- - Friday, June 6, 2014


Congress has had a loud voice in setting the price of music since it first got involved with the tinkling player piano, once a fixture of American life from cultivated front parlors to the raucous saloons of the Old West, in 1909. Composers and performers complained that the “evil” player piano, which used perforated rolls of paper applied to tiny spokes on a metal drum to “play” the piano keys, was stealing their music. Congress mandated a compensation scheme to settle the lawsuit.

Nobody any longer cares about player pianos, found mostly in museums, but the price-fixing formula, though a full century out of date, still applies.

Those vinyl records the size of a pepperoni pizza have come and gone, and even the days of the compact disc that replaced vinyl are numbered. Billboard magazine, which charts the music industry, reports that sales of digital albums now exceed sales of the plastic discs.
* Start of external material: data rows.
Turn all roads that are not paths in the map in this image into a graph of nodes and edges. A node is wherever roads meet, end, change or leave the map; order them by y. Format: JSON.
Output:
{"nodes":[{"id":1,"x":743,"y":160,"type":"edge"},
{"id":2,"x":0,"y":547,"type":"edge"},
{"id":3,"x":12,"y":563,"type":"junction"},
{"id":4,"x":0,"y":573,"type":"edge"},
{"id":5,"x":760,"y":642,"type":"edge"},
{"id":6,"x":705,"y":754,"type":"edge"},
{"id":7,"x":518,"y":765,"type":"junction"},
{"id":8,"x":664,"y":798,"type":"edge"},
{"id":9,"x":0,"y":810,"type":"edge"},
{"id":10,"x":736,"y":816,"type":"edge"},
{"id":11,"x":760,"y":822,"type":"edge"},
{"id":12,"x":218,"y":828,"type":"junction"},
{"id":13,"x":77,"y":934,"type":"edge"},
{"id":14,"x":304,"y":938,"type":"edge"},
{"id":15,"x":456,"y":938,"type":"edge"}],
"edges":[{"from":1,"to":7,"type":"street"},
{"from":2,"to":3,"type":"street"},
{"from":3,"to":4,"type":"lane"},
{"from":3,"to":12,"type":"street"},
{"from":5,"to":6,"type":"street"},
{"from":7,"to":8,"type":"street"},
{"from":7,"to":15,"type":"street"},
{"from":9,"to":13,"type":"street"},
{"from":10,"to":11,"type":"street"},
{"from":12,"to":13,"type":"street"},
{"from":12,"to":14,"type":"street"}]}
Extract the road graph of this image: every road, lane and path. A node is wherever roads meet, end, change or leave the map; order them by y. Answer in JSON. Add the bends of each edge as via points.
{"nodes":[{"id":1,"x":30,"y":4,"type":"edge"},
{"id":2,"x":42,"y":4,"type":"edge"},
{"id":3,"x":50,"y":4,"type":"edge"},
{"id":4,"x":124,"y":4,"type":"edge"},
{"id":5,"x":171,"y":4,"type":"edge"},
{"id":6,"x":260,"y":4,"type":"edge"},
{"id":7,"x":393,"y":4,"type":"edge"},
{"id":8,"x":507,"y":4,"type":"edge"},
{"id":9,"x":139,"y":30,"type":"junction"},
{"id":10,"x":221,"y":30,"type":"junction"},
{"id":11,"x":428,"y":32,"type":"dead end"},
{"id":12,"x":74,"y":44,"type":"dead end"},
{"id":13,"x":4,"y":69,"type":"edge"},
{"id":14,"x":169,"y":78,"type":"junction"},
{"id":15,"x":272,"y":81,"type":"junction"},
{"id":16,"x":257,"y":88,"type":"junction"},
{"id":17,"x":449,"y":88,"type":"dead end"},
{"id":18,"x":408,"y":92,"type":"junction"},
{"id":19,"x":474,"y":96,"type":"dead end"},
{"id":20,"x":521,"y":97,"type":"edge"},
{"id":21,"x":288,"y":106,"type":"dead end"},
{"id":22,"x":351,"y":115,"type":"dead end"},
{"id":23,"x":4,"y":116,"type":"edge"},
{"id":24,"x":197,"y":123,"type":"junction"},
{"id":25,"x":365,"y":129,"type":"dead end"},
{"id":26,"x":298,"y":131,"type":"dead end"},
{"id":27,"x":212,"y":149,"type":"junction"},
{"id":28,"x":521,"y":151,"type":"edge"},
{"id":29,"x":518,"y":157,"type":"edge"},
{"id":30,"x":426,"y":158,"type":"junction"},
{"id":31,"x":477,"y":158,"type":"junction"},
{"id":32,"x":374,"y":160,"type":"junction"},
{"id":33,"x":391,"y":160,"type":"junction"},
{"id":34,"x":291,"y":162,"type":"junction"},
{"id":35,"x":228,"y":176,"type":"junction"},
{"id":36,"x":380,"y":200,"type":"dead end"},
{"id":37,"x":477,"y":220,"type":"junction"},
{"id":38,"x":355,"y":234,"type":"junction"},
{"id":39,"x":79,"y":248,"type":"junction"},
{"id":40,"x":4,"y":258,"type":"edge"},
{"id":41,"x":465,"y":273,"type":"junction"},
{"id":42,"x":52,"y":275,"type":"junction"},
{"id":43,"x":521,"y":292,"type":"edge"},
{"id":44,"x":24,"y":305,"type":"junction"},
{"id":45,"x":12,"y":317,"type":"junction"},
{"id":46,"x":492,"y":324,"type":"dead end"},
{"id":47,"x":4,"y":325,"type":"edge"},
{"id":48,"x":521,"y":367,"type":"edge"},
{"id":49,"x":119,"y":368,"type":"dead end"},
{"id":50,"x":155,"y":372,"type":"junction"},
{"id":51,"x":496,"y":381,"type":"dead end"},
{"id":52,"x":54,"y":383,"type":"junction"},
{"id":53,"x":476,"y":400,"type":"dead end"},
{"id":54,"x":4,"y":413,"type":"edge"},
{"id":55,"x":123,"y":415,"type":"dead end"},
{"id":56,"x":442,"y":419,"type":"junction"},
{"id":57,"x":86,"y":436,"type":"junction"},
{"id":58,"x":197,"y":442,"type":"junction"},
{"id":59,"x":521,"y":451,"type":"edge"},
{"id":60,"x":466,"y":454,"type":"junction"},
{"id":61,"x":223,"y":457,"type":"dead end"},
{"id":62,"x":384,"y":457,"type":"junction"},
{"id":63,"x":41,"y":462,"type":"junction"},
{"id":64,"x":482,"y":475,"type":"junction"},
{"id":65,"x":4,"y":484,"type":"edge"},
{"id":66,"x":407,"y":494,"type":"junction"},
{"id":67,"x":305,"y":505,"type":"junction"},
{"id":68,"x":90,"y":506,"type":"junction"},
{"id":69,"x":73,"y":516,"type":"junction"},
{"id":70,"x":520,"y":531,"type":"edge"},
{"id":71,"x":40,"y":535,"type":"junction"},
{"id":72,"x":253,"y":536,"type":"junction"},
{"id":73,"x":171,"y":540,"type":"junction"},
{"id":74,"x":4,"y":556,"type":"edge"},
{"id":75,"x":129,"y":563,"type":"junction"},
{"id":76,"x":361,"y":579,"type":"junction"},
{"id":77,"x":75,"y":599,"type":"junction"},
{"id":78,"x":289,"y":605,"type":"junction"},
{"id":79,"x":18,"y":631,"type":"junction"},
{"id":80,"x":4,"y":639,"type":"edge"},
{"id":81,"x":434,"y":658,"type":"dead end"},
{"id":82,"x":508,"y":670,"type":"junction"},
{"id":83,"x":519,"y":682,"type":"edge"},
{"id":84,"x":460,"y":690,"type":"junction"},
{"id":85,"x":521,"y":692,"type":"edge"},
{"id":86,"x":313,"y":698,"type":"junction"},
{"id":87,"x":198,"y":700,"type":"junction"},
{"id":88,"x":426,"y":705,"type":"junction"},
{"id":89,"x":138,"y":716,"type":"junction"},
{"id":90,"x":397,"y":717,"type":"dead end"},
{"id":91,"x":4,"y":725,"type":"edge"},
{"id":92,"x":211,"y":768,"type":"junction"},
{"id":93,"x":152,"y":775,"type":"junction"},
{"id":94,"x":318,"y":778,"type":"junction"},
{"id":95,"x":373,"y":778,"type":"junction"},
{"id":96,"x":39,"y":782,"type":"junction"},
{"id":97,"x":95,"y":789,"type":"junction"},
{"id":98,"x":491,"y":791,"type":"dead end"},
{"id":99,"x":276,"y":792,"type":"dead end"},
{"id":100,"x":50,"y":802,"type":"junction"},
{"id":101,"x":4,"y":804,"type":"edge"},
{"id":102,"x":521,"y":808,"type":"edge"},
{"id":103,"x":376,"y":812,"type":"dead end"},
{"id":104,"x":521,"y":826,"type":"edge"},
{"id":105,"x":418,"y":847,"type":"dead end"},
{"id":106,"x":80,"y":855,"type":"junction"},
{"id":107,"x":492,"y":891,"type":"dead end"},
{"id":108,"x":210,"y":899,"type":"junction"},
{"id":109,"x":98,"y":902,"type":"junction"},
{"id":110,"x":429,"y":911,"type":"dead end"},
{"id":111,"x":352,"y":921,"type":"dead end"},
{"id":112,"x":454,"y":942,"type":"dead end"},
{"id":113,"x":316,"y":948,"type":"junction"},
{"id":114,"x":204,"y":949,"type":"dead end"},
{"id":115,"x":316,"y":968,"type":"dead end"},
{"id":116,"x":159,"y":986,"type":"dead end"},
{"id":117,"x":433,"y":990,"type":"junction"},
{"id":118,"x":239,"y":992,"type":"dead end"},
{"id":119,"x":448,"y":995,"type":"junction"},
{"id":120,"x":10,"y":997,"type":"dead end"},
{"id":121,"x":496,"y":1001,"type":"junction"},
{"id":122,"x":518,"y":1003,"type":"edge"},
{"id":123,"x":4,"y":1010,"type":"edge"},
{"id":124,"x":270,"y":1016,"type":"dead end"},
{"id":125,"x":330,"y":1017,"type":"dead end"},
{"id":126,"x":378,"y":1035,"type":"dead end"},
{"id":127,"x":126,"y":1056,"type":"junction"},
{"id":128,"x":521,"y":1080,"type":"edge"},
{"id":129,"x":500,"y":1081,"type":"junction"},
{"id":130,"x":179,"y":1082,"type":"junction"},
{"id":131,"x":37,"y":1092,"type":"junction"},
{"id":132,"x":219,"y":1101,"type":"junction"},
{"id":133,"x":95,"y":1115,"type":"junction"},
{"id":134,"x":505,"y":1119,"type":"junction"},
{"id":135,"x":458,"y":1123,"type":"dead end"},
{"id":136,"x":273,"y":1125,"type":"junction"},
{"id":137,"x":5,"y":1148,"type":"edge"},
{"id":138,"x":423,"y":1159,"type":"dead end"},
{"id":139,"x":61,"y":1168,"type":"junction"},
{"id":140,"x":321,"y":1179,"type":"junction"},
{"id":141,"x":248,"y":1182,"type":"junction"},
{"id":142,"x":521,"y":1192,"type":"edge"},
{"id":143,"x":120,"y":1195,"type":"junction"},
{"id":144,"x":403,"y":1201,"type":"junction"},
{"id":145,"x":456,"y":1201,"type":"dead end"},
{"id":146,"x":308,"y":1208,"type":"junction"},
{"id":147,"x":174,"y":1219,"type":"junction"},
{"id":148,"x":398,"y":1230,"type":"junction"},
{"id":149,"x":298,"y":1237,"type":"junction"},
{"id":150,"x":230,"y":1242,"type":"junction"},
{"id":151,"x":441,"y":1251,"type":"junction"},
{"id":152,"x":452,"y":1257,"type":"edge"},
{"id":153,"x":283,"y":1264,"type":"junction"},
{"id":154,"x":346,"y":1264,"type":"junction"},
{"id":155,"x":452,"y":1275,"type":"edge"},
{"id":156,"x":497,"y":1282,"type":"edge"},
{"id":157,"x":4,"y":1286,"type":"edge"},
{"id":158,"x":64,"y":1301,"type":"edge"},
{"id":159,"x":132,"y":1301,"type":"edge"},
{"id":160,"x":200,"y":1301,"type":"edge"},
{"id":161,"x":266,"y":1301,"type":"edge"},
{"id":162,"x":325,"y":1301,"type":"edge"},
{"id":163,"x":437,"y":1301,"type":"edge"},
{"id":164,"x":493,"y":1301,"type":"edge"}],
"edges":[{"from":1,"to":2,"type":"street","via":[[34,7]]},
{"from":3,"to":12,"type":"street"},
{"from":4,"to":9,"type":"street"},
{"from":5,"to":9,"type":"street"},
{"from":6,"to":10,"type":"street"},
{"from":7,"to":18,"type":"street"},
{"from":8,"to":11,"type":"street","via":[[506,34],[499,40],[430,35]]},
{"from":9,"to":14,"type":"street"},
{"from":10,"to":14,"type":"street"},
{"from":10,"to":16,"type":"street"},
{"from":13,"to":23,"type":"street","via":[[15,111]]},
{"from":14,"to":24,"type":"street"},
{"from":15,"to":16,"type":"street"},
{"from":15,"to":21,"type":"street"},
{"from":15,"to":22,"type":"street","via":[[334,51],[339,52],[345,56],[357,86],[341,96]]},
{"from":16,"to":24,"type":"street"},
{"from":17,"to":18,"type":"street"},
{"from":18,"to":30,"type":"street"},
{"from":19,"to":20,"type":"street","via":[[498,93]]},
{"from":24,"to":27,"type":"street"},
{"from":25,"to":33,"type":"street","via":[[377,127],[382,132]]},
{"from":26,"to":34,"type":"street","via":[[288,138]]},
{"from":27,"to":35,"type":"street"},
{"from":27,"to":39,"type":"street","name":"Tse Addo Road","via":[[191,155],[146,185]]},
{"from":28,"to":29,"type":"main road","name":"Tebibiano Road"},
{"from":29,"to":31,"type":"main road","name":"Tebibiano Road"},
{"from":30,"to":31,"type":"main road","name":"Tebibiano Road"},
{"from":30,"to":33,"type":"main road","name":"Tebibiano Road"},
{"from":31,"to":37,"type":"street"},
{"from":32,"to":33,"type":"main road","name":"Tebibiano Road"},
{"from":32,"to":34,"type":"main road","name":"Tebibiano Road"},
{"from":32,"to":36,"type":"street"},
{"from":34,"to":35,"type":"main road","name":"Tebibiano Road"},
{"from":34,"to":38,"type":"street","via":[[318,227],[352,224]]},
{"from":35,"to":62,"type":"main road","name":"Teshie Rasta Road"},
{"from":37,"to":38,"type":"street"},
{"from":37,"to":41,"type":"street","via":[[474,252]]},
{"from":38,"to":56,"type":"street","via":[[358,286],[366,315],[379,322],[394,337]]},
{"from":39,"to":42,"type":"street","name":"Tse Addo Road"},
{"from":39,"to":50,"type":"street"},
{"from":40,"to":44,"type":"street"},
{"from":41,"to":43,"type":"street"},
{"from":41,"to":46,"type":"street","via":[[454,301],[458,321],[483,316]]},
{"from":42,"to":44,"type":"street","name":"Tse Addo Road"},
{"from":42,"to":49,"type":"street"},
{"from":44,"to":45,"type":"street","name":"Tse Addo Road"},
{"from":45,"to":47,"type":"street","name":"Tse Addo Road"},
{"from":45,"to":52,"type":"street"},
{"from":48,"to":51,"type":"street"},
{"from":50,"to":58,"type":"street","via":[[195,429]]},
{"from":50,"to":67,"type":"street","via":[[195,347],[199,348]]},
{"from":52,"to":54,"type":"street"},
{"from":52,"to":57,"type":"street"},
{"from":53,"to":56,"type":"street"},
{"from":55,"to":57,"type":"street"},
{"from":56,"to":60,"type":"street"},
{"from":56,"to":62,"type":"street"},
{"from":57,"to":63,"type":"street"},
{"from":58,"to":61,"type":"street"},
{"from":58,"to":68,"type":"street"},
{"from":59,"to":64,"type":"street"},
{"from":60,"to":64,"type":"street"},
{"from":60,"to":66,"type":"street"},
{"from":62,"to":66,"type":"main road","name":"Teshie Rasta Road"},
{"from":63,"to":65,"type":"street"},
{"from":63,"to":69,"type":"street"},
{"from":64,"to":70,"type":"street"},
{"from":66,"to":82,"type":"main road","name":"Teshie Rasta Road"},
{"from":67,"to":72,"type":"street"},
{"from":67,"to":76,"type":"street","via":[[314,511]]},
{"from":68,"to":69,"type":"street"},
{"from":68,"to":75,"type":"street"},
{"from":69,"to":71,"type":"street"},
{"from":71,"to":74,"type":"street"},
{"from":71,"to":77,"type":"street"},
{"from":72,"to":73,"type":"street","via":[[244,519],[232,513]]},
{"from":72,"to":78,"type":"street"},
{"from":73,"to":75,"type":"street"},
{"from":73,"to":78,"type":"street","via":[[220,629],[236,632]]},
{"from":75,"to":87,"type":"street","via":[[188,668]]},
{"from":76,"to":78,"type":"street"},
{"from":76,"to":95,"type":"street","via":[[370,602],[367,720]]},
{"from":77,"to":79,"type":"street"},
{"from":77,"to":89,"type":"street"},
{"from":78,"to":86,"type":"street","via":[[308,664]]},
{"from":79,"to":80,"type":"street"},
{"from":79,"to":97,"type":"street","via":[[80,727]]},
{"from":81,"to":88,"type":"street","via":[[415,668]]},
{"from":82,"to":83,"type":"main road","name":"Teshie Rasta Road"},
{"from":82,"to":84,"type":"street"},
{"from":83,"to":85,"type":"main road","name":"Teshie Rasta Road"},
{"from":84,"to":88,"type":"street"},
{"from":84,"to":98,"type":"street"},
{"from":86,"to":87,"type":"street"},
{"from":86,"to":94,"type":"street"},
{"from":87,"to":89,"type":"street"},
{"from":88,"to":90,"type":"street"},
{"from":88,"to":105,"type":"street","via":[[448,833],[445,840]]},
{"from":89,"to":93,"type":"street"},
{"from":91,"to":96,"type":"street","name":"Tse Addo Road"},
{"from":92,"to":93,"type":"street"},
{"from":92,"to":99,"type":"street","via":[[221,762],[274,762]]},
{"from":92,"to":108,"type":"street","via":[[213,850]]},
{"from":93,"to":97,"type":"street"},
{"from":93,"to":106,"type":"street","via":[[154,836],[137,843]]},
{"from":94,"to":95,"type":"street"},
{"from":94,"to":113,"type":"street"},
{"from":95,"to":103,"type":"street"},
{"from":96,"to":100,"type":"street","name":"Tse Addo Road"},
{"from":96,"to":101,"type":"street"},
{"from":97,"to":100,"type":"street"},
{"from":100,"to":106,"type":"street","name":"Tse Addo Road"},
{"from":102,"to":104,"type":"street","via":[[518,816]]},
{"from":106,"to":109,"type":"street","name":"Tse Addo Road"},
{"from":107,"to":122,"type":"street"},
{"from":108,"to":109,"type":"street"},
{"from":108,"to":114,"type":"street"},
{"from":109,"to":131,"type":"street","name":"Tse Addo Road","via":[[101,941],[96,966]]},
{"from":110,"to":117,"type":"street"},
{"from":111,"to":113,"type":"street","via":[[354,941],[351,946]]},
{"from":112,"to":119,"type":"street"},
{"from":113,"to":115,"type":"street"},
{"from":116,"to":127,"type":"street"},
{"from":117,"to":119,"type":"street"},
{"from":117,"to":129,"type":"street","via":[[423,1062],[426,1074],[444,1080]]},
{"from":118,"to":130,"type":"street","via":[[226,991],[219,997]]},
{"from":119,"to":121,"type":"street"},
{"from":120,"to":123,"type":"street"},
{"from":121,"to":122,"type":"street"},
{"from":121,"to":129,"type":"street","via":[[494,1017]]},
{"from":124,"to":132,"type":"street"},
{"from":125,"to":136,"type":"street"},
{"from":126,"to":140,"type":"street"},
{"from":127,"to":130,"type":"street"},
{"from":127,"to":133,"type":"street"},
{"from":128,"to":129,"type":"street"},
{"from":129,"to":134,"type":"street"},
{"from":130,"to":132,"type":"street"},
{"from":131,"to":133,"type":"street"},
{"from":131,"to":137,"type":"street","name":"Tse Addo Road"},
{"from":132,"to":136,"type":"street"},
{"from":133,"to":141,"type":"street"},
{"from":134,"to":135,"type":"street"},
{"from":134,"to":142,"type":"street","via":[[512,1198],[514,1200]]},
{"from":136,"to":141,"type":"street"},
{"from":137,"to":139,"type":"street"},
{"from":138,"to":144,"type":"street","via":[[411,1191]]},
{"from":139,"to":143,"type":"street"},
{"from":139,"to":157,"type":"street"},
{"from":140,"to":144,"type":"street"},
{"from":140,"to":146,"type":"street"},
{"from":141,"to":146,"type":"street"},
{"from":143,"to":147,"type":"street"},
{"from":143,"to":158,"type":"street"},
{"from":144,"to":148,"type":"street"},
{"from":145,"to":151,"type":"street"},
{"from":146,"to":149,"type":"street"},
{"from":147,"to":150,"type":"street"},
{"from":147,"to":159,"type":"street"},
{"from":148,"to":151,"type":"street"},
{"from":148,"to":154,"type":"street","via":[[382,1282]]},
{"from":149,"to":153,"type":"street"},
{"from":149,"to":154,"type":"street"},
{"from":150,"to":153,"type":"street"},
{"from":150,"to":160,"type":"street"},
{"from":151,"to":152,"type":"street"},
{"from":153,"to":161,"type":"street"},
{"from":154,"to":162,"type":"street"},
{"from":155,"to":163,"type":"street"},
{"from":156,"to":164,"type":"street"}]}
The trend is clear.

One purveyor of digital online music, Pandora, has 70 million subscribers, and Spotify, its main rival, just announced that it has enrolled 10 million subscribers. Yet neither company has turned their expanding customer rolls into a profitable business model. Spotify sends 70 percent of its revenue in royalties to the recording companies; Pandora, 53 percent. This is not the result of free-market negotiations with the composers and musicians, but of rules written by Congress.

Sens. Bob Corker and Lamar Alexander of Tennessee, both Republicans, have introduced the Songwriter Equity Act, which would change things, but not for the better. Raising the price of digital streaming would be the wrong technology call. The higher rates would be passed on to consumers, whose cash would further pad the pockets of music executives in Nashville, Hollywood and New York. What’s good for Nashville is not necessarily good for everywhere else.

The Songwriter Equity Act tells “copyright royalty judges” to set royalties at higher levels that would be “comparable” to those “under voluntary license agreements.” If these words, which sound innocent enough, actually mean what they say, there would be no need to have a federal magistrate involved. The artists and publishers could let the market decide what a song is worth, and to whom. Songwriters, who deal with the imagination and the warmth of words, want cold law to decide their work is worth more.

Instead of Congress deciding how much a song is worth, genuine equity would enable the public to decide how they want their tunes delivered. They could vote with their wallets.